The trends in the results reported herein are generally consistent with these historical studies, particularly for t(4;14), and del 17p appeared to be associated with greater risk than other markers. For del 17p, outcomes may be improved with complex multidrug treatments,10, 13, 14, 18, 35 but fully overcoming its negative impact will likely require novel approaches or combinations that do not act via apoptosis induction.36 It should be noted that there are a number of important differences between PX-171-003-A1 and these historical studies, making comparisons to historical data difficult. In particular, the PX-171-003-A1 study population differs from that of many earlier studies in which previous exposure to bortezomib was less common and patients were less likely to be refractory to novel agents and had fewer lines and types of previous therapy.24 Furthermore, cytogenetic stratification criteria have evolved over time and therefore are not consistent across studies. For instance, many historical studies considered del 13q assessed by FISH as a high-risk marker,17 whereas current guidelines indicate that del 13q by FISH is not prognostically important unless accompanied by del 13 by metaphase cytogenetics or another high-risk marker.3 Despite their inclusion in the most recent IMWG criteria,3 del 13 and hypodiploidy by metaphase cytogenetics and t(4;14) as markers of risk is also evolving. These abnormalities are currently considered intermediate markers of risk in Mayo Clinic Guidelines.23

Potential limitations specific to the data reported here should be acknowledged, including the single-arm phase 2 study design, imbalances between the high- and standard-risk subgroups in other baseline prognostic factors (for example, ISS stage III disease and ECOG performance status)37 and the small patient numbers, which preclude the use of robust multivariate analyses. In addition, a greater proportion of high-risk patients discontinued treatment for progressive disease within the first two cycles based on a protocol-defined early response assessment on Day 15 before full doses were administered, which may have impacted outcomes.

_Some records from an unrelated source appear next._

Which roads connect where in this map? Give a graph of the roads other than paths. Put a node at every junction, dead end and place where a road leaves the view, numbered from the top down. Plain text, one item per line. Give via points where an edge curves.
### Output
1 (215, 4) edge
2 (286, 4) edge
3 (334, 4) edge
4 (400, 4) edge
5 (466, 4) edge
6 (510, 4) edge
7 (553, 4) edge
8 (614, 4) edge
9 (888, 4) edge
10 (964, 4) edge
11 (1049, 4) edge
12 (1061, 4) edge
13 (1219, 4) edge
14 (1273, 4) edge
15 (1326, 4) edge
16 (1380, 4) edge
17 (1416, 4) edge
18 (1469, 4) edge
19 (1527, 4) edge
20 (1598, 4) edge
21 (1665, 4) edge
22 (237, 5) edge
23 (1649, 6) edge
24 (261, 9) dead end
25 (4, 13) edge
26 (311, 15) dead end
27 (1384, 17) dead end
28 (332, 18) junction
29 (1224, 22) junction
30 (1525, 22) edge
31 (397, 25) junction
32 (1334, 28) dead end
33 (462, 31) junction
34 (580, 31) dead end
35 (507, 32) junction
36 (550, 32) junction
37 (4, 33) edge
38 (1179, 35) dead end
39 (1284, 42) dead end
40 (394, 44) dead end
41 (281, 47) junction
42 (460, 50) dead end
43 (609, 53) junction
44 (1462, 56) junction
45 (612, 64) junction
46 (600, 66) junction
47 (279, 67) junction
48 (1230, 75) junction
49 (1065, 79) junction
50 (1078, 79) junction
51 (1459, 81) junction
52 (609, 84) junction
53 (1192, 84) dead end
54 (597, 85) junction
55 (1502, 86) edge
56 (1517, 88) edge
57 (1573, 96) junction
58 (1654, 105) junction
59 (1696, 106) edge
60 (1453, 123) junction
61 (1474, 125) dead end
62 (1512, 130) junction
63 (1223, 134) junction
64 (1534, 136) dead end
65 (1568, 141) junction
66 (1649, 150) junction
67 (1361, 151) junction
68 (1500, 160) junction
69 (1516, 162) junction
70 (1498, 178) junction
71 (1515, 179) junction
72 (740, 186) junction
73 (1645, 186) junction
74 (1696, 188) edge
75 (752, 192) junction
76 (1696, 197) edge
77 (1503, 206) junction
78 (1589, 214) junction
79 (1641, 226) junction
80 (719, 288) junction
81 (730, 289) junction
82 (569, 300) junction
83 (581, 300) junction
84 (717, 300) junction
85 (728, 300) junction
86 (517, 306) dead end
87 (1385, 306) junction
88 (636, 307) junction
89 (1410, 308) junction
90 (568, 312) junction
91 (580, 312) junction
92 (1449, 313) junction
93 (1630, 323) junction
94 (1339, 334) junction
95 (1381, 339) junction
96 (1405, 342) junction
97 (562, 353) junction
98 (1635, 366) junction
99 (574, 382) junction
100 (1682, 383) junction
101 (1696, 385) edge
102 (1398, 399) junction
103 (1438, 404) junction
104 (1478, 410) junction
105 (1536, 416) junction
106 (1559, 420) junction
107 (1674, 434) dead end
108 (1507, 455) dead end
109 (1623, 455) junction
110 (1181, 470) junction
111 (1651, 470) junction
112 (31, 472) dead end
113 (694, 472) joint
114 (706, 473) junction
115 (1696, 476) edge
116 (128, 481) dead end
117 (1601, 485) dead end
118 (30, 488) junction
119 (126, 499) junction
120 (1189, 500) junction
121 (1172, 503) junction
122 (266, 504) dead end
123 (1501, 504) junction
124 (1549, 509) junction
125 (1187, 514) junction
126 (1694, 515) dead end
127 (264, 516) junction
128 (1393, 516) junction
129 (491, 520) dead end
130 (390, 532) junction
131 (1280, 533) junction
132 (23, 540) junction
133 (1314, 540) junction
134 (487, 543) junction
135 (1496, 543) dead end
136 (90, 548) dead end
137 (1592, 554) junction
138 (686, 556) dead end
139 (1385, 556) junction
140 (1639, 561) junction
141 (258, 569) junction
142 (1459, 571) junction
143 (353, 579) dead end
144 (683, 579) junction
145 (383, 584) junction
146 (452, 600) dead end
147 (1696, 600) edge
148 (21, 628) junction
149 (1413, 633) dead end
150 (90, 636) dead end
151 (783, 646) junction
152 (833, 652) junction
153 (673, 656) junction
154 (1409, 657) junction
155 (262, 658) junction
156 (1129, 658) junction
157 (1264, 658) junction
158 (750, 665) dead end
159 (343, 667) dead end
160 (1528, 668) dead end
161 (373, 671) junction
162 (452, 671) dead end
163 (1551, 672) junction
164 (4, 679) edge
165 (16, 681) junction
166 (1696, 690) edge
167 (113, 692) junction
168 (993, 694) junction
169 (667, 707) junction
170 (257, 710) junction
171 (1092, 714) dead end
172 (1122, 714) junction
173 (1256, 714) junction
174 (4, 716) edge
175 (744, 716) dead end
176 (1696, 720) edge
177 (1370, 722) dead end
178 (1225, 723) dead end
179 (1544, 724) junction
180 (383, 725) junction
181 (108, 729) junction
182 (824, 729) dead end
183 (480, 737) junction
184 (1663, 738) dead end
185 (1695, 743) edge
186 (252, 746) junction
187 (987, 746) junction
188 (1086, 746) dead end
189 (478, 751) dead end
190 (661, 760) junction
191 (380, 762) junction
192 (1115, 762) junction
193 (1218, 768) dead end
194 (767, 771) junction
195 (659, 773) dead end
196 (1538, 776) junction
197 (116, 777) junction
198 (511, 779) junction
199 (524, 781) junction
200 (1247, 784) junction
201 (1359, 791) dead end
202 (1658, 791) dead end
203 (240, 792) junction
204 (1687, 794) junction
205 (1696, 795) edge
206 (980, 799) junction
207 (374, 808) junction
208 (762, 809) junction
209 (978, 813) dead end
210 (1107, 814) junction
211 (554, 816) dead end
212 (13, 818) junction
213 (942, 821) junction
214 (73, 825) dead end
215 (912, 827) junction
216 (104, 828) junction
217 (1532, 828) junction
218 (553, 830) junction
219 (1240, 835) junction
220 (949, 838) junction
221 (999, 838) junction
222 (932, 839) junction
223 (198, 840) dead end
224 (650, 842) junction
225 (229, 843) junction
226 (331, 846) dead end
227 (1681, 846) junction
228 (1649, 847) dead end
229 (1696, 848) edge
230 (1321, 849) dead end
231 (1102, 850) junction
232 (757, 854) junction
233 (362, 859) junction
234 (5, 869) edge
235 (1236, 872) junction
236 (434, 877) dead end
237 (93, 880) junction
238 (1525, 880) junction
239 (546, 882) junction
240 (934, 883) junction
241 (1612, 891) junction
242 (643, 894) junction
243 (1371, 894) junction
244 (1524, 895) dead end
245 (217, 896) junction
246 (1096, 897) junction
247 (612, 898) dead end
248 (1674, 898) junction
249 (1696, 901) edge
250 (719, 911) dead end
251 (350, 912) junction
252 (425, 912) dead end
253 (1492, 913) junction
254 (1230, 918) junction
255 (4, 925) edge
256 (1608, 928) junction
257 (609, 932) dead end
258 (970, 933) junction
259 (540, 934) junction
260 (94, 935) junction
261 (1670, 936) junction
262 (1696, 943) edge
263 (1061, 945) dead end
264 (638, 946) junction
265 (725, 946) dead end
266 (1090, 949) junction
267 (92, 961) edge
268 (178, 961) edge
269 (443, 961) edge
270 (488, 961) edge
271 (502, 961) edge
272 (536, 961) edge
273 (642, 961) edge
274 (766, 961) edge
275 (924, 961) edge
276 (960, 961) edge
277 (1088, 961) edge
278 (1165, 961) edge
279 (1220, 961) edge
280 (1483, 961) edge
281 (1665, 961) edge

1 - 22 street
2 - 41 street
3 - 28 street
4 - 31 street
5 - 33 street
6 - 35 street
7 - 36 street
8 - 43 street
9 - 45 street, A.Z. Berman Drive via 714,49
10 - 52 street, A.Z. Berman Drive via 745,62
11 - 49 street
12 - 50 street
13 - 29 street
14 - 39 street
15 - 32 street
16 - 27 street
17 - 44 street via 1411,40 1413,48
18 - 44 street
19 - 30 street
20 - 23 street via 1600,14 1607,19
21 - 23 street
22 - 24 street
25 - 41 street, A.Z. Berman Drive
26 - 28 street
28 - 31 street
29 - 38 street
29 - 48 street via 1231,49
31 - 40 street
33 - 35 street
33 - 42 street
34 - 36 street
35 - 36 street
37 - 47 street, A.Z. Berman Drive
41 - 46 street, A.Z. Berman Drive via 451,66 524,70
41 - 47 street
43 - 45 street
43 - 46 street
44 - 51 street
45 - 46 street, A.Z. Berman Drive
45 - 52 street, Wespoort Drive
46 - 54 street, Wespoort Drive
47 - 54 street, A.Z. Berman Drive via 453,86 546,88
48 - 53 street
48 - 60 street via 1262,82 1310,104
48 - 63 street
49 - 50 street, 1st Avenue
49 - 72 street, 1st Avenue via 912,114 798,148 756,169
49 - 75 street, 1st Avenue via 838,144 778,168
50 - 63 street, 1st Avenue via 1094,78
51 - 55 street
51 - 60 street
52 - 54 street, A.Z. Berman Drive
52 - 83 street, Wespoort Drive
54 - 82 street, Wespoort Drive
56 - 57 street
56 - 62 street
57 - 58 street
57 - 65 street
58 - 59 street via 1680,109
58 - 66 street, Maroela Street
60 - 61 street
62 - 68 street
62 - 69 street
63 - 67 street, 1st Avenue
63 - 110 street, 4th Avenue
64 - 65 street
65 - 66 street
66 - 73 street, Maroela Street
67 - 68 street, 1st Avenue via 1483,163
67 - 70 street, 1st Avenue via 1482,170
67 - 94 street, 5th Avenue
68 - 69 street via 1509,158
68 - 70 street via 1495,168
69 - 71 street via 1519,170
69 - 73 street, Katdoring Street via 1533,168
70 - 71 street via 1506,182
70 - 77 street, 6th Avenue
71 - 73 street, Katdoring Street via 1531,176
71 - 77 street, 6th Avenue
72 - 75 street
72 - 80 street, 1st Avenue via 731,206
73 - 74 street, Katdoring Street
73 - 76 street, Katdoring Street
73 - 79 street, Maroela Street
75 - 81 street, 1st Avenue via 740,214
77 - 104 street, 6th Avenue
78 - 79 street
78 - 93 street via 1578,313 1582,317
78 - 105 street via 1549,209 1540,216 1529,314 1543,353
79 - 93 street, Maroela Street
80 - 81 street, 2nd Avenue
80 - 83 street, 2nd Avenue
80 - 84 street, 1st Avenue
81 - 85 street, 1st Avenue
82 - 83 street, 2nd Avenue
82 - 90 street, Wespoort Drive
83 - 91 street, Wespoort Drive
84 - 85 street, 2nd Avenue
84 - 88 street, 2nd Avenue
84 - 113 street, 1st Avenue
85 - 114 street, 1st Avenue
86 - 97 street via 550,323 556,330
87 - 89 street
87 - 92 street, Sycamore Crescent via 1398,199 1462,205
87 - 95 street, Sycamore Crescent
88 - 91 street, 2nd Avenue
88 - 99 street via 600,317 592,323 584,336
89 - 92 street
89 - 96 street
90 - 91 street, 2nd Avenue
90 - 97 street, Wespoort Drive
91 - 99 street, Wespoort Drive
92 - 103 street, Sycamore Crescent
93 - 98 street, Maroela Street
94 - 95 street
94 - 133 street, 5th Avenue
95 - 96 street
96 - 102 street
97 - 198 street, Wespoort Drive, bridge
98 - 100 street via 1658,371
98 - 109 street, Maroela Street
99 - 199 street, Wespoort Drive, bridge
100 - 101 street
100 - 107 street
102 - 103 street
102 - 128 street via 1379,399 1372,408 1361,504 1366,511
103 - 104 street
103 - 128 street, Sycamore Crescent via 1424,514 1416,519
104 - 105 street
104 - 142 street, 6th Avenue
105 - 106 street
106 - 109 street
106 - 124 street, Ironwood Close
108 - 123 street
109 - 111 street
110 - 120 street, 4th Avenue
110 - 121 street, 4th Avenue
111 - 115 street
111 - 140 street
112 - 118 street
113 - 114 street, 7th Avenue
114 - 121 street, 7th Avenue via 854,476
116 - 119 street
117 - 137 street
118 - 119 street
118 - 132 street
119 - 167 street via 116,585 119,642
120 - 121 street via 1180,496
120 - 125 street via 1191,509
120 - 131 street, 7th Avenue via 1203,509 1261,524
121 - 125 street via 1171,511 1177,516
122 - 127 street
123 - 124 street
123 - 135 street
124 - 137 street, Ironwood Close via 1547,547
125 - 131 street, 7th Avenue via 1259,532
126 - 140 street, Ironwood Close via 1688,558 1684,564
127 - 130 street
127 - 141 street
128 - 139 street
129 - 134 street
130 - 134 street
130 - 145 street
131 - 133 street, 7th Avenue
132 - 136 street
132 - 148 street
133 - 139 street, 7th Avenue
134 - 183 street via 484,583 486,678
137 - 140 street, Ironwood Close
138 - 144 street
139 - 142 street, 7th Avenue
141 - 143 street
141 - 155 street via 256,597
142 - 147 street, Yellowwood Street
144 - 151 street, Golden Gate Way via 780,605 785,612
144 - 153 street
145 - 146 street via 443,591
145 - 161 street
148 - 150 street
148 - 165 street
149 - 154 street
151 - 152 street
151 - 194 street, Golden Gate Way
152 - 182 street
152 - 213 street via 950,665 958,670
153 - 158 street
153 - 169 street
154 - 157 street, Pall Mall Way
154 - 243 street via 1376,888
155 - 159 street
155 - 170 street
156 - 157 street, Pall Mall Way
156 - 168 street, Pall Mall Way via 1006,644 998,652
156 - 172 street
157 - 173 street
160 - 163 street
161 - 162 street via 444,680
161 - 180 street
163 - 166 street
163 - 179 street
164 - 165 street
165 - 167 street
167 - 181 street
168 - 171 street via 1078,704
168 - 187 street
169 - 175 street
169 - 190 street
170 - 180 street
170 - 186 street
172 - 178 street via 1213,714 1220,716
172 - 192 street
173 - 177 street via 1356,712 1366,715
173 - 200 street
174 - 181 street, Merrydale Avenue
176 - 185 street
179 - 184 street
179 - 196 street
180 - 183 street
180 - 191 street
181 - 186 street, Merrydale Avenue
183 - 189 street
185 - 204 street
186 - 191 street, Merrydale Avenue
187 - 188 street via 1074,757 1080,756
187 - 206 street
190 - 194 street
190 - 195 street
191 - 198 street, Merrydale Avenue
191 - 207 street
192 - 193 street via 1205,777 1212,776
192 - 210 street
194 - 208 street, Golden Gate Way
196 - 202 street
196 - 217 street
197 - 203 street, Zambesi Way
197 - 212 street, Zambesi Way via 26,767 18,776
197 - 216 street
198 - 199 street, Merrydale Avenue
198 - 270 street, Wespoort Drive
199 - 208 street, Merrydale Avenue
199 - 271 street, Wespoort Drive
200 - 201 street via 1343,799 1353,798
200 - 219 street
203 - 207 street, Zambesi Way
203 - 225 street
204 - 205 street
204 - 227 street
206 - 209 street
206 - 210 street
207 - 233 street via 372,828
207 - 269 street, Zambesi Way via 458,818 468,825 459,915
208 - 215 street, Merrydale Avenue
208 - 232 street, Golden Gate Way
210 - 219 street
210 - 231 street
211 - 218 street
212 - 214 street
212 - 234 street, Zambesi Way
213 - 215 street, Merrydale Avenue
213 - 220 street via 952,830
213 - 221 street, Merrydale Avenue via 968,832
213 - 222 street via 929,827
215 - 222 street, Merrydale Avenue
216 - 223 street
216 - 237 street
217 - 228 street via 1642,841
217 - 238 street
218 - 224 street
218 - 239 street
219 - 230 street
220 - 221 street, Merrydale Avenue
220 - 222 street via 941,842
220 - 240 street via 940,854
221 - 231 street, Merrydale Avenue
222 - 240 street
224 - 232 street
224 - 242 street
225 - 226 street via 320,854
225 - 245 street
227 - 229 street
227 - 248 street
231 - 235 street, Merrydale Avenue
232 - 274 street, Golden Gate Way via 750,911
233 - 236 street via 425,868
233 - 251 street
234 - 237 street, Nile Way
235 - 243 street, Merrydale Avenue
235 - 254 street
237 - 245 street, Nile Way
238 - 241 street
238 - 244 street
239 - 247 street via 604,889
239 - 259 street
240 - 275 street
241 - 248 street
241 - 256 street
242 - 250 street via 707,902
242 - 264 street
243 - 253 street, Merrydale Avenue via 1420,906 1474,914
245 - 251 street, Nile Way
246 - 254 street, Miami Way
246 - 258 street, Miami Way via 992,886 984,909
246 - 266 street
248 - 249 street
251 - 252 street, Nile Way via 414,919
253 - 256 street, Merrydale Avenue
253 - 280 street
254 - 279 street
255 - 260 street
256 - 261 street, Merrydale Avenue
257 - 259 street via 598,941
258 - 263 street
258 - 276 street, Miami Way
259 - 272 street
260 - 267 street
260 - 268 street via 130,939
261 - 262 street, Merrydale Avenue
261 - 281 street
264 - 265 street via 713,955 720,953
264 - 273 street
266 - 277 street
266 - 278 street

Given these considerations, the response rates in this high-risk patient population are particularly encouraging and warrant additional exploration of carfilzomib and cytogenetic characteristics in various treatment settings and, importantly, in the randomized setting. Preliminary results of a phase 2 study assessing carfilzomib in combination with lenalidomide and low-dose dexamethasone (CRd) in patients with newly diagnosed MM (N=53) suggest that outcomes are comparable between high-risk and standard-risk patients regardless of age.38, 39 It is also of clinical interest to differentiate carfilzomib activity in specific abnormalities, particularly in view of the potential for improved outcomes in patients with t(4;14) suggested by the data reported here. To this, a number of single-arm as well as phase 3 studies with carfilzomib, as a single agent or as part of multidrug combinations, have been initiated and should provide more robust data on the impact of high-risk abnormalities on carfilzomib activity and outcomes. These include the FOCUS study (carfilzomib vs corticosteroid±cyclophosphamide in RRMM, NCT01302392),40 the ASPIRE study (CRd vs Rd in relapsed MM, NCT01080391), the ENDEAVOR study (carfilzomib plus dexamethasone vs bortezomib plus dexamethasone in relapsed MM, NCT01568866) and CLARION (carfilzomib, melphalan, prednisone vs bortezomib, melphalan, prednisone in newly diagnosed MM, NCT01818752).

In conclusion, single-agent carfilzomib showed encouraging activity in heavily pretreated patients with high-risk cytogenetic abnormalities who were enrolled in this prospective analysis from the PX-171-003-A1 study. The observation that response rates were similar for high-risk and standard-risk patients and durable across a range of cytogenetic profiles suggests that carfilzomib may be beneficial in patients with high-risk disease. The achievement of a more definitive benefit with regard to time-to-event end points may require combining carfilzomib with other agents. The findings from this study serve as the basis for further evaluation in ongoing and future clinical studies as to the role of high-risk cytogenetic characteristics in the broader context of the clinical development program for carfilzomib.